We'll get to Lt. Gen. Michael Flynn's comments in a moment, but first, some news from over the weekend. Compared to previous revelations in Hillary Clinton's email scandal, 
this development amounts to little more than a shrug. Still, it shouldn't be overlooked amid the Supreme Court vacancy fight and all of the election news:

The State Department released a batch of about 550 of Hillary Clinton's emails midday Saturday, making public details of the Obama administration's deliberations about global hotspots such as Libya, Syria and the South China Sea. The new set of messages also incrementally increased the headache for Clinton's presidential campaign as the State Department classified 84 more messages, bringing the total tally of messages now deemed to contain such restricted information to more than 1,700. None of those messages was marked as classified at the time, but critics say Clinton's use of a private server for her emails risked national security. While the vast majority of the messages now considered classified are designated at the lowest level—"Confidential"—as closely-held diplomatic communications, State deemed three messages in the latest batch to warrant protection at the more sensitive "Secret" level. One of those appeared to deal with fallout from the U.S. military and CIA raid that killed Osama bin Laden in Abbottabad, Pakistan, on May 2, 2011.
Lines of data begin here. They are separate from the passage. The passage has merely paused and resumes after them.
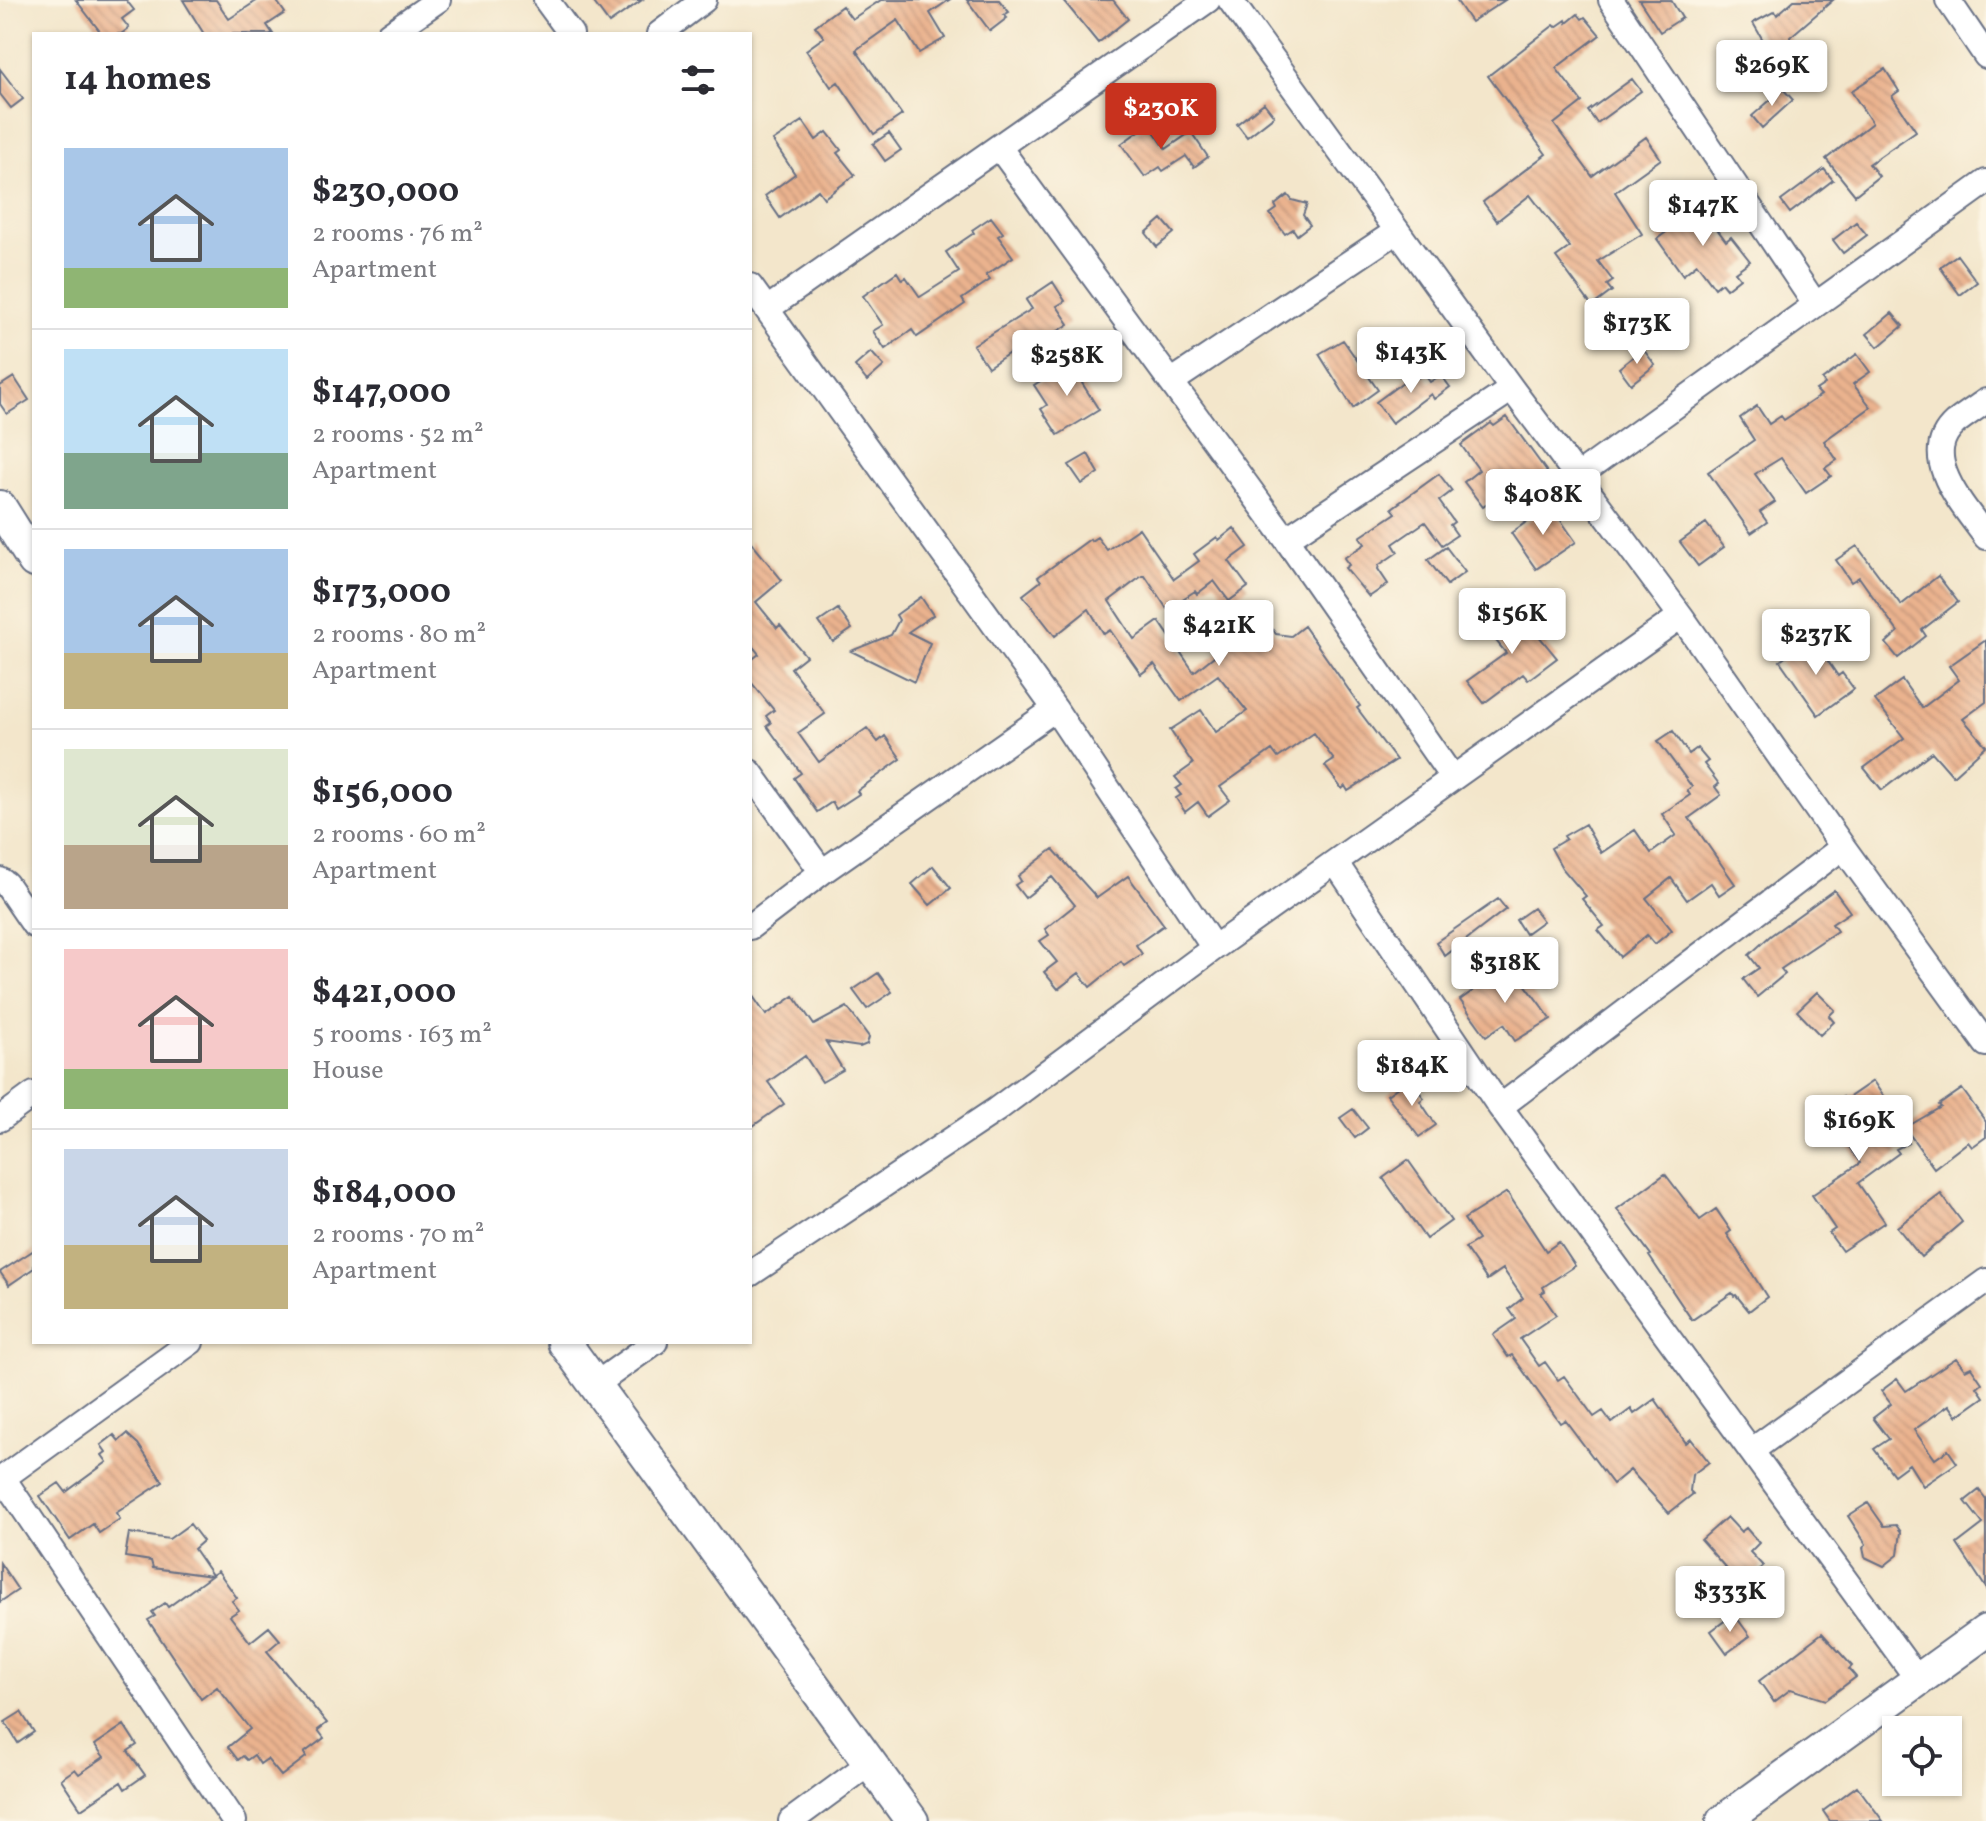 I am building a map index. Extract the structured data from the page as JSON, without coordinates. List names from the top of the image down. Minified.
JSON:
{"page":{"heading":"14 homes","price":["$269K","$230K","$147K","$173K","$143K","$258K","$408K","$156K","$421K","$237K","$318K","$184K","$169K","$333K"],"list":[{"name":"$230,000","note":"2 rooms · 76 m² · Apartment"},{"name":"$147,000","note":"2 rooms · 52 m² · Apartment"},{"name":"$173,000","note":"2 rooms · 80 m² · Apartment"},{"name":"$156,000","note":"2 rooms · 60 m² · Apartment"},{"name":"$421,000","note":"5 rooms · 163 m² · House"},{"name":"$184,000","note":"2 rooms · 70 m² · Apartment"}]}} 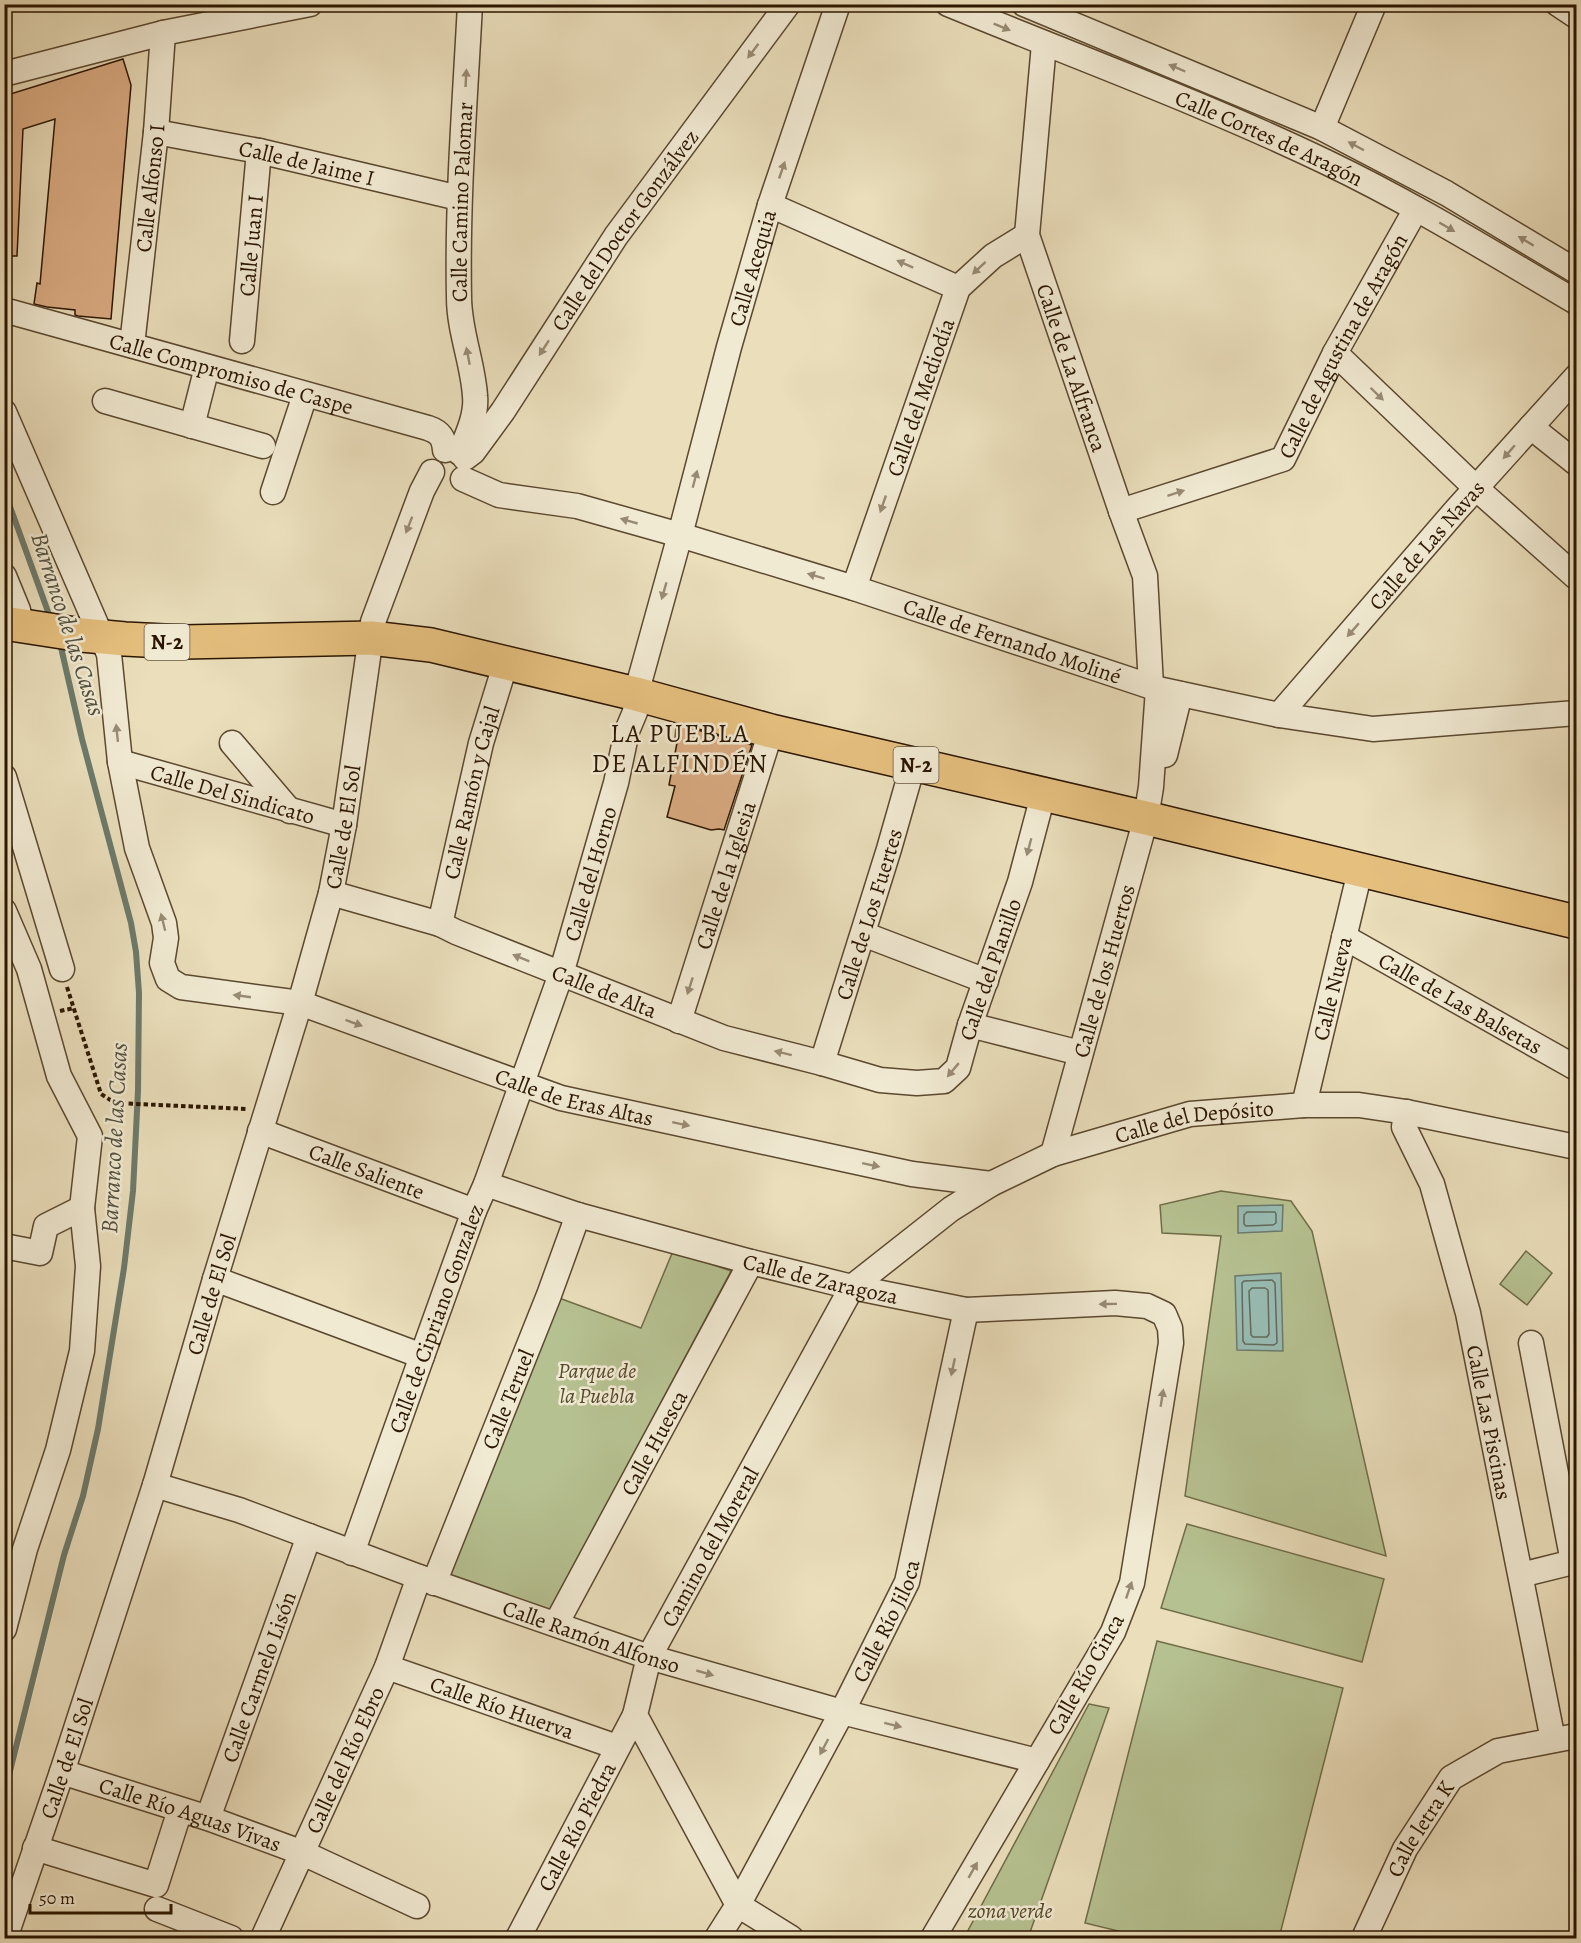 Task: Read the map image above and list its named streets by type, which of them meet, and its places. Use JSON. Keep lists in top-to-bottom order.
{
  "streets": {
    "highway": ["N-2"],
    "street": [
      "Calle Cortes de Aragón",
      "Calle de Jaime I",
      "Calle Alfonso I",
      "Calle Camino Palomar",
      "Calle del Doctor Gonzálvez",
      "Calle Juan I",
      "Calle Acequia",
      "Calle de Agustina de Aragón",
      "Calle de La Alfranca",
      "Calle Compromiso de Caspe",
      "Calle del Mediodía",
      "Calle de Las Navas",
      "Calle de Fernando Moliné",
      "Calle Ramón y Cajal",
      "Calle Del Sindicato",
      "Calle de El Sol",
      "Calle del Horno",
      "Calle de la Iglesia",
      "Calle de Los Fuertes",
      "Calle del Planillo",
      "Calle de los Huertos",
      "Calle Nueva",
      "Calle de Alta",
      "Calle de Las Balsetas",
      "Calle de Eras Altas",
      "Calle del Depósito",
      "Calle Saliente",
      "Calle de Zaragoza",
      "Calle de Cipriano Gonzalez",
      "Calle Teruel",
      "Calle Las Piscinas",
      "Calle Huesca",
      "Camino del Moreral",
      "Calle Río Jiloca",
      "Calle Ramón Alfonso",
      "Calle Río Cinca",
      "Calle Carmelo Lisón",
      "Calle Río Huerva",
      "Calle del Río Ebro",
      "Calle Río Aguas Vivas",
      "Calle Río Piedra",
      "Calle letra K"
    ]
  },
  "crossings": [
    ["Calle Cortes de Aragón", "Calle de Agustina de Aragón"],
    ["Calle Cortes de Aragón", "Calle de La Alfranca"],
    ["Calle de Jaime I", "Calle Alfonso I"],
    ["Calle de Jaime I", "Calle Camino Palomar"],
    ["Calle de Jaime I", "Calle Juan I"],
    ["Calle Alfonso I", "Calle Compromiso de Caspe"],
    ["Calle Camino Palomar", "Calle del Doctor Gonzálvez"],
    ["Calle Camino Palomar", "Calle Compromiso de Caspe"],
    ["Calle Camino Palomar", "Calle de Fernando Moliné"],
    ["Calle del Doctor Gonzálvez", "Calle Compromiso de Caspe"],
    ["Calle del Doctor Gonzálvez", "Calle de Fernando Moliné"],
    ["Calle Acequia", "Calle de Fernando Moliné"],
    ["Calle Acequia", "N-2"],
    ["Calle Acequia", "Calle del Horno"],
    ["Calle de Agustina de Aragón", "Calle de La Alfranca"],
    ["Calle de La Alfranca", "Calle del Mediodía"],
    ["Calle de La Alfranca", "Calle de Fernando Moliné"],
    ["Calle de La Alfranca", "Calle de los Huertos"],
    ["Calle Compromiso de Caspe", "Calle de Fernando Moliné"],
    ["Calle del Mediodía", "Calle de Fernando Moliné"],
    ["Calle de Las Navas", "Calle de Fernando Moliné"],
    ["Calle de Fernando Moliné", "Calle de los Huertos"],
    ["N-2", "Calle Ramón y Cajal"],
    ["N-2", "Calle de El Sol"],
    ["N-2", "Calle del Horno"],
    ["N-2", "Calle de la Iglesia"],
    ["N-2", "Calle de Los Fuertes"],
    ["N-2", "Calle del Planillo"],
    ["N-2", "Calle de los Huertos"],
    ["N-2", "Calle Nueva"],
    ["Calle Ramón y Cajal", "Calle de Alta"],
    ["Calle Del Sindicato", "Calle de El Sol"],
    ["Calle Del Sindicato", "Calle de Eras Altas"],
    ["Calle de El Sol", "Calle de Alta"],
    ["Calle de El Sol", "Calle de Eras Altas"],
    ["Calle de El Sol", "Calle Saliente"],
    ["Calle de El Sol", "Calle Ramón Alfonso"],
    ["Calle de El Sol", "Calle Río Aguas Vivas"],
    ["Calle del Horno", "Calle de Alta"],
    ["Calle del Horno", "Calle de Eras Altas"],
    ["Calle del Horno", "Calle de Cipriano Gonzalez"],
    ["Calle de la Iglesia", "Calle de Alta"],
    ["Calle de Los Fuertes", "Calle de Alta"],
    ["Calle del Planillo", "Calle de Alta"],
    ["Calle de los Huertos", "Calle del Depósito"],
    ["Calle Nueva", "Calle de Las Balsetas"],
    ["Calle Nueva", "Calle del Depósito"],
    ["Calle de Eras Altas", "Calle del Depósito"],
    ["Calle de Eras Altas", "Calle de Cipriano Gonzalez"],
    ["Calle del Depósito", "Calle de Zaragoza"],
    ["Calle del Depósito", "Calle Las Piscinas"],
    ["Calle del Depósito", "Camino del Moreral"],
    ["Calle Saliente", "Calle de Cipriano Gonzalez"],
    ["Calle de Zaragoza", "Calle de Cipriano Gonzalez"],
    ["Calle de Zaragoza", "Calle Teruel"],
    ["Calle de Zaragoza", "Calle Huesca"],
    ["Calle de Zaragoza", "Camino del Moreral"],
    ["Calle de Zaragoza", "Calle Río Jiloca"],
    ["Calle de Zaragoza", "Calle Río Cinca"],
    ["Calle de Cipriano Gonzalez", "Calle Ramón Alfonso"],
    ["Calle Teruel", "Calle Ramón Alfonso"],
    ["Calle Teruel", "Calle del Río Ebro"],
    ["Calle Las Piscinas", "Calle letra K"],
    ["Calle Huesca", "Calle Ramón Alfonso"],
    ["Camino del Moreral", "Calle Ramón Alfonso"],
    ["Camino del Moreral", "Calle Río Piedra"],
    ["Calle Río Jiloca", "Calle Ramón Alfonso"],
    ["Calle Ramón Alfonso", "Calle Río Cinca"],
    ["Calle Ramón Alfonso", "Calle Carmelo Lisón"],
    ["Calle Ramón Alfonso", "Calle del Río Ebro"],
    ["Calle Carmelo Lisón", "Calle Río Aguas Vivas"],
    ["Calle Río Huerva", "Calle del Río Ebro"],
    ["Calle Río Huerva", "Calle Río Piedra"],
    ["Calle del Río Ebro", "Calle Río Aguas Vivas"]
  ],
  "one_way": [
    "Calle Camino Palomar",
    "Calle del Doctor Gonzálvez",
    "Calle de Agustina de Aragón",
    "Calle del Mediodía",
    "Calle de Las Navas",
    "Calle de Fernando Moliné",
    "Calle de la Iglesia",
    "Calle del Planillo",
    "Calle de Alta",
    "Calle Río Jiloca",
    "Calle Ramón Alfonso",
    "Calle Río Cinca"
  ],
  "districts": ["LA PUEBLA DE ALFINDÉN"],
  "water": ["Barranco de las Casas"],
  "parks": ["Parque de la Puebla", "zona verde"],
  "scale_bar": "50 m"
}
A very far cry from her "there is no classified material" assertion last March. Dozens of these emails -- which do not include those that were unilaterally deleted by her attorneys, and about which 
she's lied -- have been determined to be top secret and above. Some are so sensitive to national security that the State Department has decided not to release them in any form, even with redactions. Clinton's improper, unsecure server seriously compromised these high-level secret communications. Those uber-secret messages were "born classified" at the time, and were not retroactively deemed to be classified after the fact. Mrs. Clinton signed a binding nondisclosure agreement prior to assuming her role as Secretary of State in which she swore to protect classified material, "marked and unmarked." She carried on with her email scheme even after being warned of foreign hackers' efforts to penetrate US secrets by targeting top officials' private email accounts. The new batch of 550 emails, dozens of which were classified, was made public as part of the State Department's court-ordered release schedule, the final round of which will drop just before Super Tuesday. Now, in case you missed it last week, the former Defense Intelligence Chief who served under President Obama has called on Hillary Clinton to withdraw from the presidential race due to her national security-endangering conduct:

President Barack Obama's former top military intelligence official said Hillary Clinton should pull out of the presidential race while the FBI investigate her use of a private email server for official government communication while secretary of state. Lt. Gen. Michael Flynn, the retired chief of the Defense Intelligence Agency, made the call in an interview with Jake Tapper on "The Lead." "If it were me, I would have been out the door and probably in jail," said Flynn, who decried what he said was a "lack of accountability, frankly, in a person who should have been much more responsible in her actions as the secretary of state of the United States of America." Clinton campaign spokesman Brian Fallon later told Tapper the general's suggestion was "just silly" and pointed to similar FBI probes of former Secretary of State Colin Powell and of aides to former Secretary of State Condoleezza Rice.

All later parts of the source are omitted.